== WORK REQUIRED ==
Looking at the records below, please say how many lines contain the word "leaves", as a bare number.

== RECORDS PROVIDED ==
•••

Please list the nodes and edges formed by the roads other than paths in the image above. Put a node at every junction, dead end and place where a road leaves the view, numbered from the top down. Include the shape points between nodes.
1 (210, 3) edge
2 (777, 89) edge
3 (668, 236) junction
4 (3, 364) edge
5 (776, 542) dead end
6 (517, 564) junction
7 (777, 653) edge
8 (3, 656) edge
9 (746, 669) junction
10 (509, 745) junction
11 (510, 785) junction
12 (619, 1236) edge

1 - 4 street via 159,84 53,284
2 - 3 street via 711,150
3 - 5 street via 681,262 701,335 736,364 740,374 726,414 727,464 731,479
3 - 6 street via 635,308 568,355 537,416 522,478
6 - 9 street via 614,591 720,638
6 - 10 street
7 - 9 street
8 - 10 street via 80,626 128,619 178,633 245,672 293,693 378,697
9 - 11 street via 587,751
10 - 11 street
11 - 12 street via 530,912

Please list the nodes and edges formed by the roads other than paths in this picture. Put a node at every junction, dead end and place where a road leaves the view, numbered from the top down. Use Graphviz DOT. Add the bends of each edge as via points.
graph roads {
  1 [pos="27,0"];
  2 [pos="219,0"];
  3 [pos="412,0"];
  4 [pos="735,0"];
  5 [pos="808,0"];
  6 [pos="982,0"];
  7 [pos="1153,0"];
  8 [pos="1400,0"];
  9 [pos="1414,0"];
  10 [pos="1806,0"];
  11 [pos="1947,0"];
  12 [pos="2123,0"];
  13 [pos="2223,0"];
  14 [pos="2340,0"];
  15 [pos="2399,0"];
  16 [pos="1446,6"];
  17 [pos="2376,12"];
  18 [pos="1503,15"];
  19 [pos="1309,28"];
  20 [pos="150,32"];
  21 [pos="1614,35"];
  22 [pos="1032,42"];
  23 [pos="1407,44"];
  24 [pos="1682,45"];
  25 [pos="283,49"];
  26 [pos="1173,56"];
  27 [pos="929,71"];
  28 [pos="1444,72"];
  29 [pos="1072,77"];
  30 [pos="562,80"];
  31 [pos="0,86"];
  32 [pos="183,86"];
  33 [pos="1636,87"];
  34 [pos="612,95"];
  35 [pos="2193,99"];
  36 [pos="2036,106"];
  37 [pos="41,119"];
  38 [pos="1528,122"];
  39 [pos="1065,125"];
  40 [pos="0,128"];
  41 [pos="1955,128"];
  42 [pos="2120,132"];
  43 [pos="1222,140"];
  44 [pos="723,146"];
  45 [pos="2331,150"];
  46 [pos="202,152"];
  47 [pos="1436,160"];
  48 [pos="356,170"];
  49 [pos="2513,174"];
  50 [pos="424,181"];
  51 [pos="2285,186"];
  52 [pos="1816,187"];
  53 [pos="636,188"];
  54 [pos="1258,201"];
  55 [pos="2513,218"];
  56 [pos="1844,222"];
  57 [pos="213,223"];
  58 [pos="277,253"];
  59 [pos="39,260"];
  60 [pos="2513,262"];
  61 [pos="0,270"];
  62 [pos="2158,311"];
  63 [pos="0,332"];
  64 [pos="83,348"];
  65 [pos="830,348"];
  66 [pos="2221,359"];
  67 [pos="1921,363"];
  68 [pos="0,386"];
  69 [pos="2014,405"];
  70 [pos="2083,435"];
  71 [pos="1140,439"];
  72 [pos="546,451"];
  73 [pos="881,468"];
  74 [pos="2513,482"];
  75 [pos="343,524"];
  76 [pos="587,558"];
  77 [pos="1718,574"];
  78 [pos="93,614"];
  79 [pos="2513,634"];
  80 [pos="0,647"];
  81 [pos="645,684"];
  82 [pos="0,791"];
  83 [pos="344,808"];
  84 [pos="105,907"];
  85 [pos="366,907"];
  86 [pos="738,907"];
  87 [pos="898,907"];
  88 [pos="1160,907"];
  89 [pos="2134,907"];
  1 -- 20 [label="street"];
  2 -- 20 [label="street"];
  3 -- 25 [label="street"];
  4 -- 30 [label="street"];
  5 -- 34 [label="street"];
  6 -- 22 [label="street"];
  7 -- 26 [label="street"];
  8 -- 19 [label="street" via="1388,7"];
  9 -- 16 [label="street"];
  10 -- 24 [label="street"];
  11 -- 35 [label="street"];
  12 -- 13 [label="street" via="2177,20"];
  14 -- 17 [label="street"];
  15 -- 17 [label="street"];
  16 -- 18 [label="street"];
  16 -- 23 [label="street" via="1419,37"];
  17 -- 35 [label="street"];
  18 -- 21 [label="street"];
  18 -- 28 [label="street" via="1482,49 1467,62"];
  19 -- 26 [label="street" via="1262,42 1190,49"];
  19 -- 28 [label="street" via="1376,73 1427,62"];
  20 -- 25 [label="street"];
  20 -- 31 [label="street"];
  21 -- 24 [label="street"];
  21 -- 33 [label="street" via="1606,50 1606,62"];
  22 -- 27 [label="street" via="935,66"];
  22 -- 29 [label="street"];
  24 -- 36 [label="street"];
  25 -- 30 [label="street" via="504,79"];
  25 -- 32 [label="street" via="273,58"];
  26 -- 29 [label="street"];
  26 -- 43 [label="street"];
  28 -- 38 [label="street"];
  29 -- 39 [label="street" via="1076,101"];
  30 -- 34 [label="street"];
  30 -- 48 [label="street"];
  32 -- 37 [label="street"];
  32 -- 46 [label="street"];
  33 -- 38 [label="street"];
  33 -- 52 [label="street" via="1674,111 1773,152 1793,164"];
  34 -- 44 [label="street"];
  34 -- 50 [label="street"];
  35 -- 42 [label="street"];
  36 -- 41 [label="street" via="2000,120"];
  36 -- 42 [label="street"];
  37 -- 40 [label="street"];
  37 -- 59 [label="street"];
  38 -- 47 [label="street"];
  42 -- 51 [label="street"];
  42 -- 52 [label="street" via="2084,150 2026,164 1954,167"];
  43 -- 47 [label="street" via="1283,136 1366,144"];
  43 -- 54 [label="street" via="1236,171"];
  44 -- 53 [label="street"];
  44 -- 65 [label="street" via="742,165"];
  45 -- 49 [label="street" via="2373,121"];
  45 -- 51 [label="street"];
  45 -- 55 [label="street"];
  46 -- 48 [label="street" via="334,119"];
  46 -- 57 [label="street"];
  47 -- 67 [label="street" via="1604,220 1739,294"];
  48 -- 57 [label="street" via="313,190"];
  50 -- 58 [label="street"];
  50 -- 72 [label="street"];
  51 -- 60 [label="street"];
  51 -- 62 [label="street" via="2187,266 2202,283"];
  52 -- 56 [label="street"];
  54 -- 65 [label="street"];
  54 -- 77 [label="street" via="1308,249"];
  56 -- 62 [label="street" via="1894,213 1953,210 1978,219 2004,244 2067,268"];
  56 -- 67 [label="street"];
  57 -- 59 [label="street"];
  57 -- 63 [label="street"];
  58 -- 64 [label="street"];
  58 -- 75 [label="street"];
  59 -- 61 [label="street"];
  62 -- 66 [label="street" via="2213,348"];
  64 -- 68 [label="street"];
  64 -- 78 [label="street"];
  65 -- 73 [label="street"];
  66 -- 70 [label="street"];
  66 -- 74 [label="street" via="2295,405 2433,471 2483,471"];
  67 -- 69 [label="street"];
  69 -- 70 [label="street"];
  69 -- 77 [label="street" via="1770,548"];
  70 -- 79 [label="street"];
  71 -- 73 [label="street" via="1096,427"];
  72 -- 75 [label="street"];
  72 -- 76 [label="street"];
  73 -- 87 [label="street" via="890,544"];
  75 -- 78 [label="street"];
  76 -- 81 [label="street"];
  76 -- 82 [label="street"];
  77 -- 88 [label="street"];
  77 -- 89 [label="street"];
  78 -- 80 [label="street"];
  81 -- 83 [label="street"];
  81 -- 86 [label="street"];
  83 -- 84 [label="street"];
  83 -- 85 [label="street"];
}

•••

== RESULT OF THE TASK ==
2